However, I switched to Ballistol because I was told that the hydrogen peroxide solution is harmful to wood, whereas Ballistol is great for wood. Ballistol also is a rust preventative. It's magic juice for black powder cleanup.

Steve

efritz
01-27-2014, 12:59 PM
Try brewing up some Eds Red. Look it up on the internet. Been using it for 30 yrs. After cleaning in hot soapy water, drying, wiring brushing with Hoppes #9, swabbing with a few patches of #9, then Eds Red I still get a little greyish dirt on my patch. Use a few of them then some Rig gun grease on an Eds Red patch, in the bore and outside, good to go between shoots or over the Winter and beyond. Never had a problem because of a dirty gun and I shoot 9 of them at Nat'ls. Forgot powder once or twice but clean guns with powder always worked and I haven't deviated from that routine.


Hope that helps

rkaires
01-27-2014, 01:12 PM
I started using Ed's Red a while ago for all my guns that shoot lead bullets. Both smokeless and black. It works great for leading,lube and powder fouling.

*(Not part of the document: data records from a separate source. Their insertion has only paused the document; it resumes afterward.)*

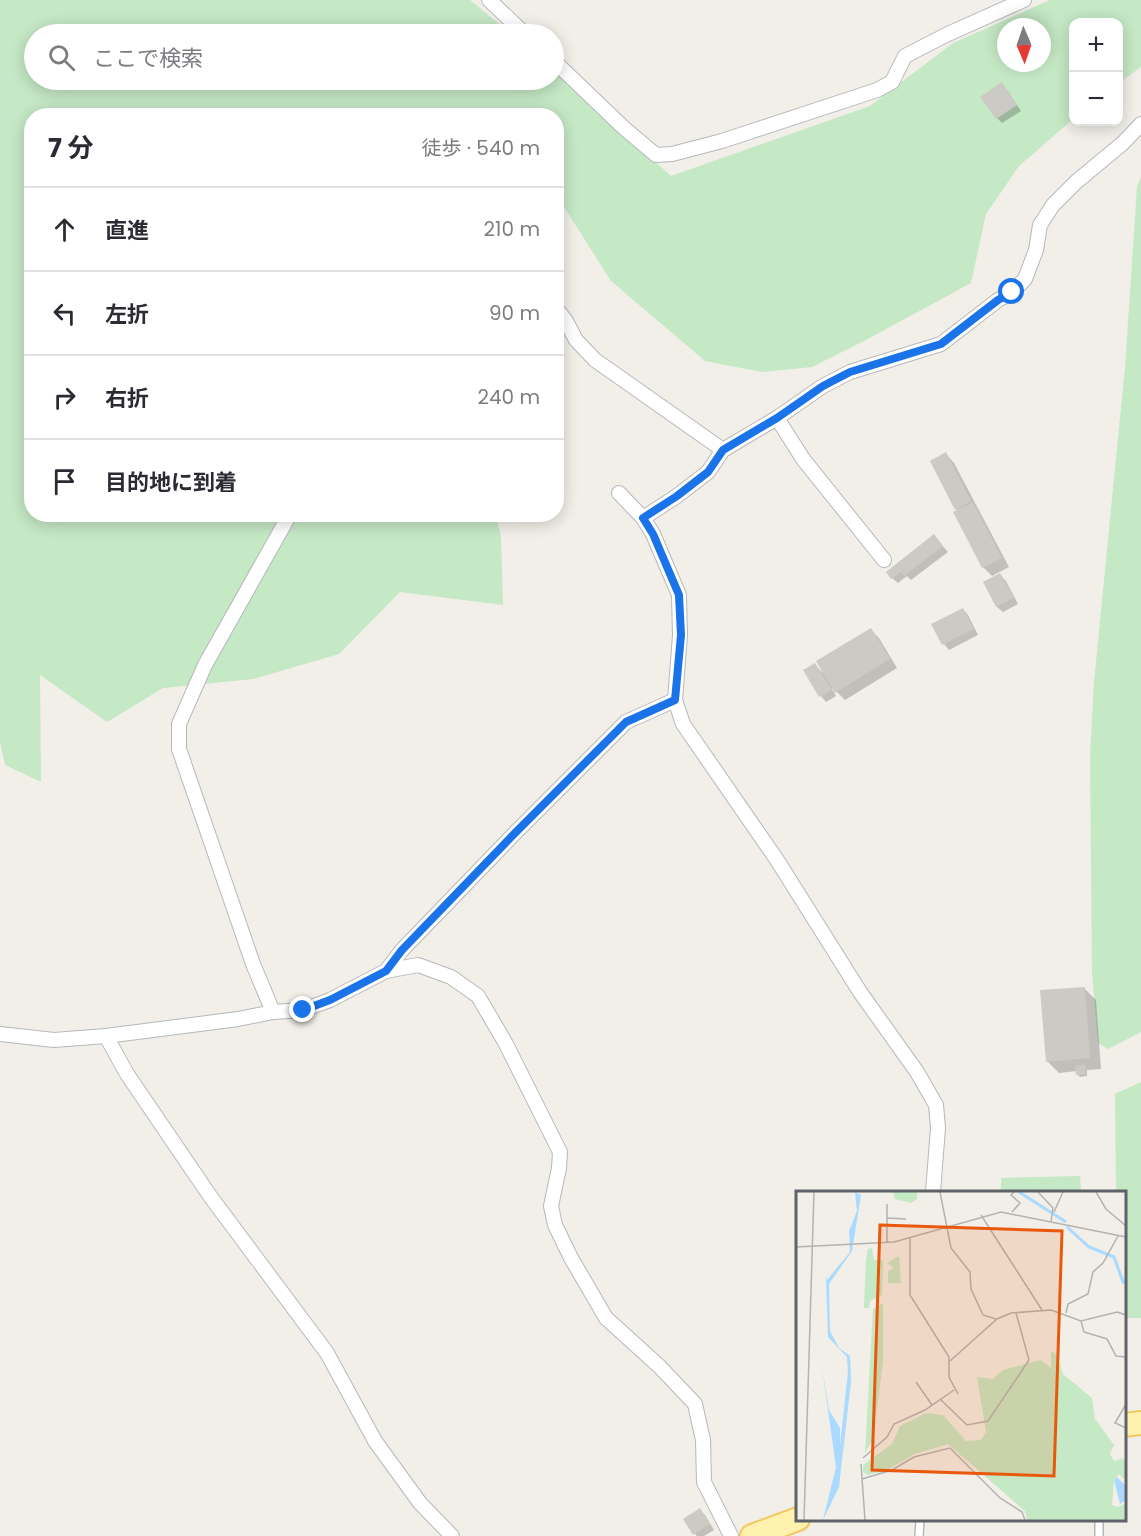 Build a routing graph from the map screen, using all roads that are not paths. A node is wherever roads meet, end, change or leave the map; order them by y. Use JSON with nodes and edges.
{"nodes":[{"id":1,"x":489,"y":0,"type":"edge"},
{"id":2,"x":1024,"y":0,"type":"edge"},
{"id":3,"x":514,"y":24,"type":"edge"},
{"id":4,"x":564,"y":71,"type":"edge"},
{"id":5,"x":1141,"y":124,"type":"edge"},
{"id":6,"x":564,"y":317,"type":"edge"},
{"id":7,"x":777,"y":418,"type":"junction"},
{"id":8,"x":723,"y":450,"type":"junction"},
{"id":9,"x":620,"y":493,"type":"dead end"},
{"id":10,"x":643,"y":518,"type":"junction"},
{"id":11,"x":285,"y":522,"type":"edge"},
{"id":12,"x":884,"y":560,"type":"dead end"},
{"id":13,"x":675,"y":700,"type":"junction"},
{"id":14,"x":386,"y":971,"type":"junction"},
{"id":15,"x":273,"y":1012,"type":"junction"},
{"id":16,"x":0,"y":1034,"type":"edge"},
{"id":17,"x":106,"y":1036,"type":"junction"},
{"id":18,"x":933,"y":1191,"type":"edge"},
{"id":19,"x":1141,"y":1423,"type":"edge"},
{"id":20,"x":1126,"y":1425,"type":"edge"},
{"id":21,"x":796,"y":1520,"type":"edge"},
{"id":22,"x":920,"y":1521,"type":"edge"},
{"id":23,"x":452,"y":1536,"type":"edge"},
{"id":24,"x":731,"y":1536,"type":"edge"},
{"id":25,"x":752,"y":1536,"type":"edge"},
{"id":26,"x":919,"y":1536,"type":"edge"}],
"edges":[{"from":1,"to":3,"type":"street"},
{"from":2,"to":4,"type":"street"},
{"from":5,"to":7,"type":"street"},
{"from":6,"to":8,"type":"street"},
{"from":7,"to":8,"type":"street"},
{"from":7,"to":12,"type":"street"},
{"from":8,"to":10,"type":"street"},
{"from":9,"to":10,"type":"street"},
{"from":10,"to":13,"type":"street"},
{"from":11,"to":15,"type":"street"},
{"from":13,"to":14,"type":"street"},
{"from":13,"to":18,"type":"street"},
{"from":14,"to":15,"type":"street"},
{"from":14,"to":24,"type":"street"},
{"from":15,"to":17,"type":"street"},
{"from":16,"to":17,"type":"street"},
{"from":17,"to":23,"type":"street"},
{"from":19,"to":20,"type":"main road"},
{"from":21,"to":25,"type":"main road"},
{"from":22,"to":26,"type":"lane"}]} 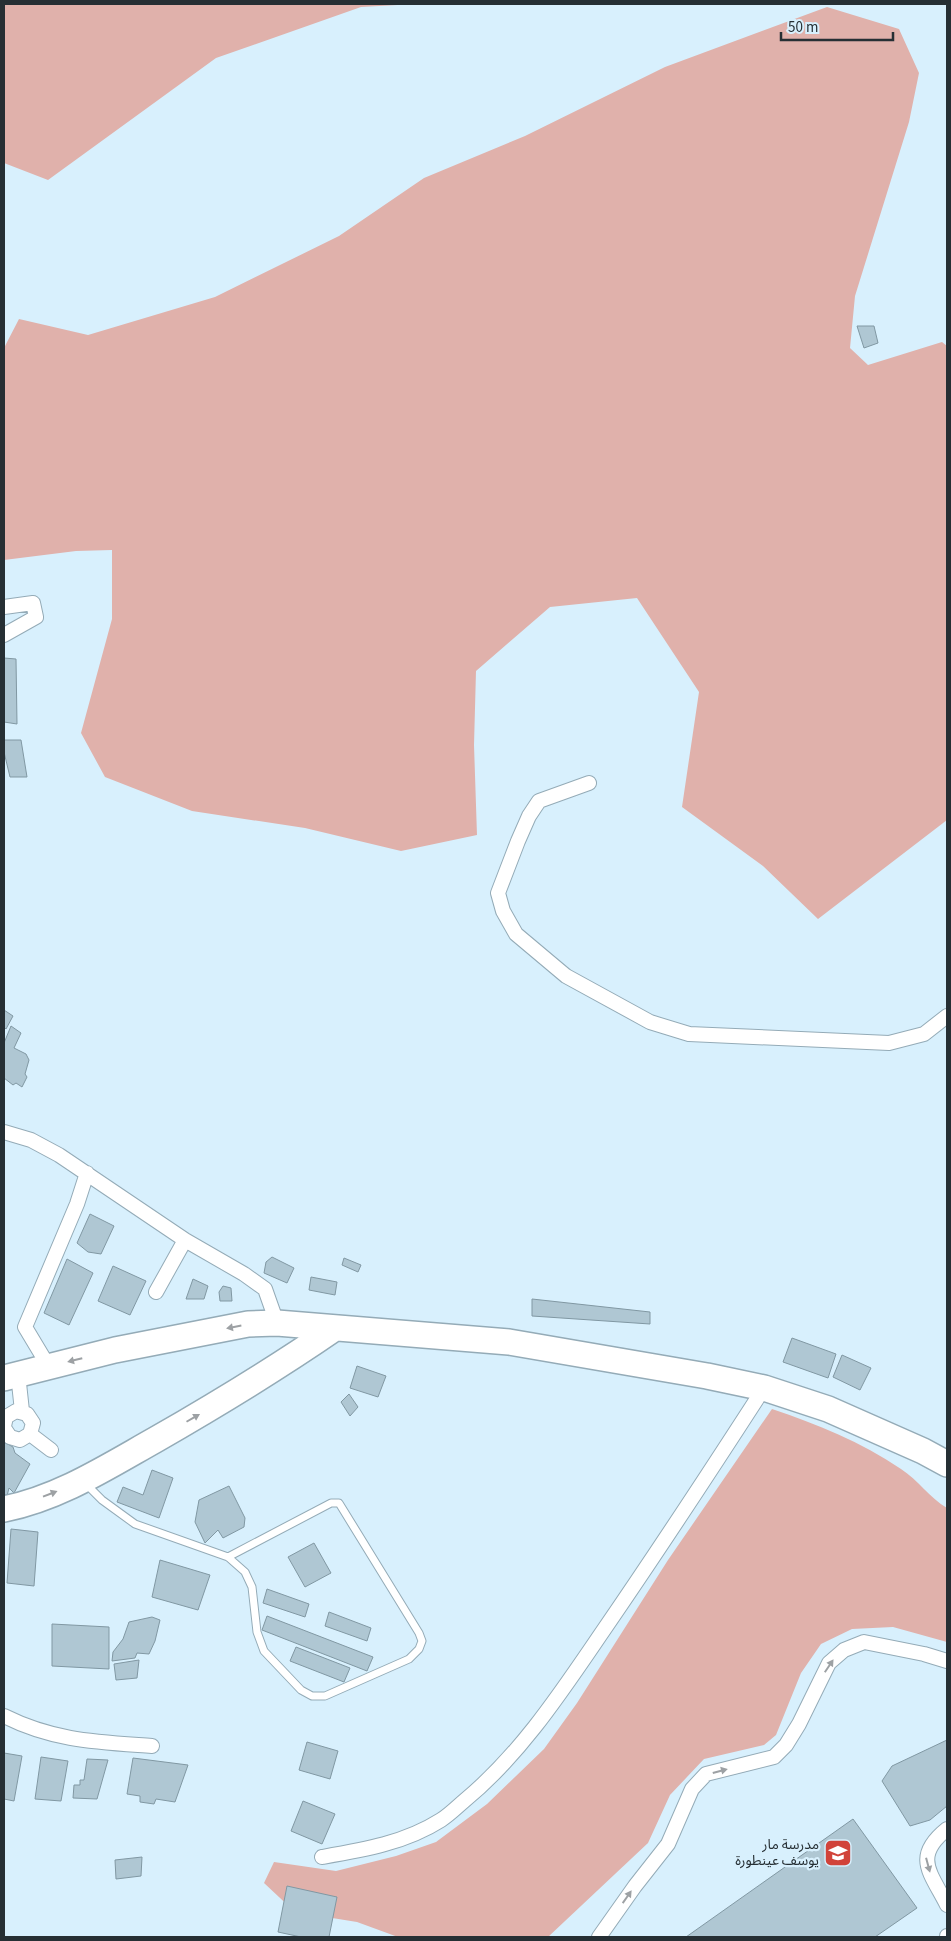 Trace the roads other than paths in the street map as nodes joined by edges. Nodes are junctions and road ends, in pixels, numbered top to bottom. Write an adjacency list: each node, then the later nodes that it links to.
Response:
1 (4, 607): 2 (street)
2 (4, 635)
3 (589, 783): 4 (street)
4 (947, 1016)
5 (4, 1132): 6 (street)
6 (87, 1173): 7 (street); 12 (street)
7 (184, 1240): 8 (street); 9 (street)
8 (156, 1292)
9 (277, 1323): 10 (highway); 11 (highway); 12 (highway, one-way to 12)
10 (335, 1328): 11 (highway); 14 (highway)
11 (282, 1364): 20 (highway, one-way to 11)
12 (49, 1367): 13 (highway)
13 (11, 1376): 15 (street)
14 (764, 1388): 19 (highway); 27 (street)
15 (22, 1411): 16 (street); 17 (street)
16 (4, 1427): 17 (street)
17 (30, 1434): 18 (street)
18 (52, 1450)
19 (947, 1464)
20 (83, 1482): 21 (highway, one-way to 20); 22 (lane)
21 (4, 1509)
22 (228, 1557): 22 (lane)
23 (947, 1662): 29 (street, one-way to 23)
24 (4, 1716): 25 (street)
25 (152, 1746)
26 (947, 1829): 28 (street, one-way to 28)
27 (322, 1857)
28 (947, 1905)
29 (599, 1937) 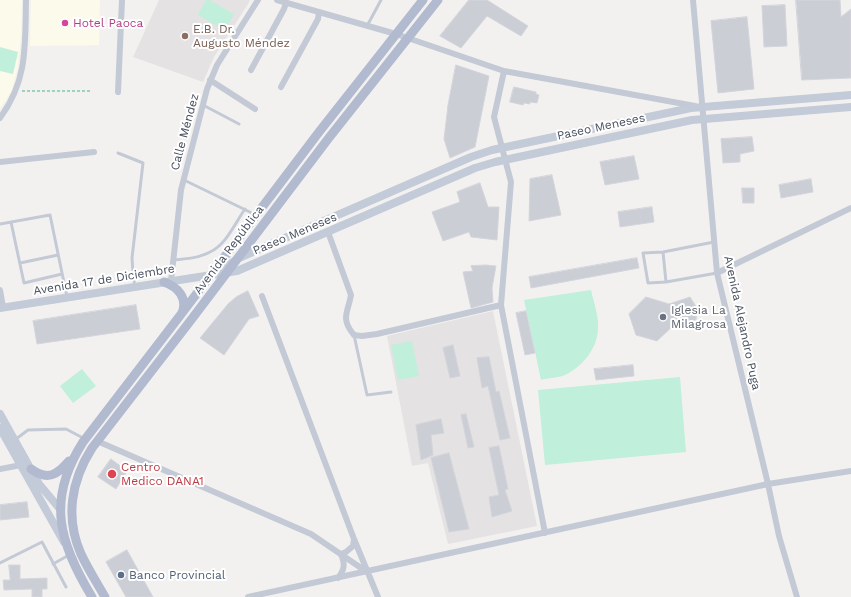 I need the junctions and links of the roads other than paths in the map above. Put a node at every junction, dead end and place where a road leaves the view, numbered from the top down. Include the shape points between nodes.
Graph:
1 (26, 0) edge
2 (122, 0) edge
3 (258, 0) edge
4 (277, 0) edge
5 (381, 0) edge
6 (423, 0) edge
7 (438, 0) edge
8 (693, 0) edge
9 (286, 3) junction
10 (319, 12) junction
11 (367, 26) junction
12 (396, 34) junction
13 (408, 38) junction
14 (251, 70) dead end
15 (504, 71) junction
16 (210, 80) junction
17 (282, 87) dead end
18 (118, 92) dead end
19 (851, 95) edge
20 (203, 105) junction
21 (703, 107) junction
22 (851, 107) edge
23 (255, 109) dead end
24 (0, 118) edge
25 (704, 120) junction
26 (238, 124) dead end
27 (503, 147) junction
28 (94, 152) dead end
29 (118, 153) dead end
30 (505, 159) junction
31 (0, 162) edge
32 (184, 180) junction
33 (851, 208) edge
34 (245, 209) junction
35 (257, 215) junction
36 (10, 222) junction
37 (0, 224) edge
38 (328, 232) junction
39 (714, 242) junction
40 (664, 252) junction
41 (58, 255) junction
42 (239, 258) junction
43 (173, 260) junction
44 (20, 263) junction
45 (227, 273) junction
46 (717, 273) junction
47 (62, 274) junction
48 (211, 275) junction
49 (168, 282) junction
50 (666, 282) junction
51 (135, 287) junction
52 (0, 290) edge
53 (262, 296) dead end
54 (67, 297) junction
55 (501, 305) junction
56 (2, 308) edge
57 (181, 315) junction
58 (354, 335) junction
59 (391, 392) dead end
60 (0, 414) edge
61 (0, 428) edge
62 (85, 439) junction
63 (14, 440) junction
64 (97, 441) junction
65 (74, 455) junction
66 (21, 465) junction
67 (0, 469) edge
68 (30, 469) junction
69 (851, 471) edge
70 (768, 484) junction
71 (60, 509) junction
72 (73, 529) junction
73 (545, 534) junction
74 (354, 539) junction
75 (66, 545) junction
76 (70, 554) junction
77 (341, 554) junction
78 (0, 563) edge
79 (53, 564) junction
80 (367, 572) junction
81 (338, 578) junction
82 (66, 588) dead end
83 (92, 597) edge
84 (105, 597) edge
85 (248, 597) edge
86 (378, 597) edge
87 (797, 597) edge

1 - 24 street via 25,52 22,69 12,100
2 - 18 street
3 - 16 street, Calle Méndez
4 - 9 street
5 - 11 lane
6 - 12 main road, Avenida República
7 - 13 main road, Avenida República
8 - 21 street, Avenida Alejandro Puga
9 - 10 street
9 - 14 street
10 - 11 street
10 - 17 street via 318,19
11 - 12 street
12 - 13 street
12 - 35 main road, Avenida República
13 - 15 street
13 - 42 main road, Avenida República
15 - 21 street
15 - 27 street via 494,116
16 - 20 street, Calle Méndez
16 - 23 street
19 - 21 street, Paseo Meneses
20 - 26 lane
20 - 32 street, Calle Méndez
21 - 25 street, Avenida Alejandro Puga
21 - 27 street, Paseo Meneses
22 - 25 street, Paseo Meneses
25 - 30 street, Paseo Meneses via 676,123
25 - 39 street, Avenida Alejandro Puga
27 - 30 street
27 - 42 street, Paseo Meneses via 471,157
28 - 31 street
29 - 51 lane via 143,163 132,258
30 - 38 street, Paseo Meneses via 476,168
30 - 55 street via 511,182
32 - 34 lane
32 - 43 street, Calle Méndez
33 - 46 street
34 - 35 lane
34 - 43 lane via 215,249 204,255
35 - 48 main road, Avenida República
36 - 37 lane
36 - 41 lane via 50,215
36 - 44 lane
38 - 45 street, Paseo Meneses via 241,270
38 - 58 street via 351,295 345,313 347,326
39 - 40 lane
39 - 46 street, Avenida Alejandro Puga
40 - 50 lane
40 - 50 lane via 643,253 648,283
41 - 44 lane
41 - 47 lane
42 - 45 main road, Avenida República
42 - 48 street, Paseo Meneses
43 - 49 street, Calle Méndez
44 - 47 lane via 24,283
45 - 48 street, Paseo Meneses
45 - 64 main road, Avenida República
46 - 50 lane
46 - 70 street, Avenida Alejandro Puga
47 - 54 lane
48 - 49 street, Avenida 17 de Diciembre
48 - 57 main road, Avenida República
49 - 51 street, Avenida 17 de Diciembre
49 - 57 main road via 181,293 184,305
51 - 54 street, Avenida 17 de Diciembre
52 - 56 street
53 - 74 street
54 - 56 street, Avenida 17 de Diciembre
55 - 58 street via 376,334
55 - 73 street
57 - 62 main road, Avenida República
58 - 59 lane via 367,395
60 - 63 street
61 - 66 street
62 - 63 lane via 66,429 28,430
62 - 65 main road, Avenida República
63 - 68 street
64 - 72 main road, Avenida República via 84,461 75,483 71,509
64 - 77 street via 311,534
65 - 68 main road via 54,474 40,475
65 - 71 main road via 64,480
66 - 67 street
66 - 75 street
68 - 71 street
69 - 70 street
70 - 73 street
70 - 87 street, Avenida Alejandro Puga via 779,536
71 - 72 main road
71 - 75 main road
72 - 84 main road via 81,554
73 - 80 street
74 - 77 street via 353,546
74 - 80 street
75 - 76 main road
76 - 79 lane
76 - 83 main road
77 - 80 street
77 - 81 street via 344,570
78 - 79 lane via 42,542
79 - 82 lane
80 - 81 street
80 - 86 street
81 - 85 street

http://home.comcast.net/~dsmjd/tux/dsmjd/tech/eds_red.htm


CONTENTS: Ed's Red Bore Cleaner


1 part Dexron ATF, GM Spec. D-20265 or later.

1 part Kerosene - deodorized, K1

1 part Aliphatic Mineral Spirits

CAS #64741-49-9, or substitute "Stoddard Solvent", CAS #8052-41-3, or equivalent.

1 part Acetone, CAS #67-64-1.

(Optional 1 lb. of Lanolin, Anhydrous, USP per gallon, or OK to substitute Lanolin, Modified, Topical Lubricant, from the drug store)



Regards,
Bob

Rebel Dave
01-27-2014, 02:03 PM
Just plain ole hot soapy water, for the last forty years, after a shoot, followed by a little a swab in the bbl of a little balistol. Swab out the bbl with alcohol before shooting again. I got better things to do, than to mix up all that stuff, and wonder why I still get flash rust. I don't get any. At the range after a shoot I run a lot of 50- 50 Balistol down the bbl., and on the external parts. When I get home, I pump out the bbl in bucket of the above.

Rebel Dave

Fearless Frank
01-27-2014, 08:23 PM
Try a patch soaked in windshield washer solution. I been using it for years and it works great and a gallon is only$2.99+tax. Oil with G96. The best!

Robt. Propst
01-27-2014, 08:33 PM
Ordinary Windex straight from the bottle does a good job, and is available anywhere. The anti-foam variety is not as wood friendly. Baby wipes make a nice cleaner for exteriors, as well as a first patch down the bore, just have to dry the bore carefully when complete, then oil. Just my solution for the last few years. Regards, Bob

jonk
01-28-2014, 10:59 AM
As for the ed's red, when black powder burns it leaves behind some sort of salt. Given the potassium nitrate in the mix, probably a potassium based salt I'm guessing. Salt doesn't dissolve in oil really, so you may be leaving some salt behind. Salt does dissolve in water. I can see the Ed's red doing a treat on removing lube, crisco, lithium grease, etc., but then most oils will do the same. Still, if it works for you, by all means. I like Ed's red a lot for smokeless fouling.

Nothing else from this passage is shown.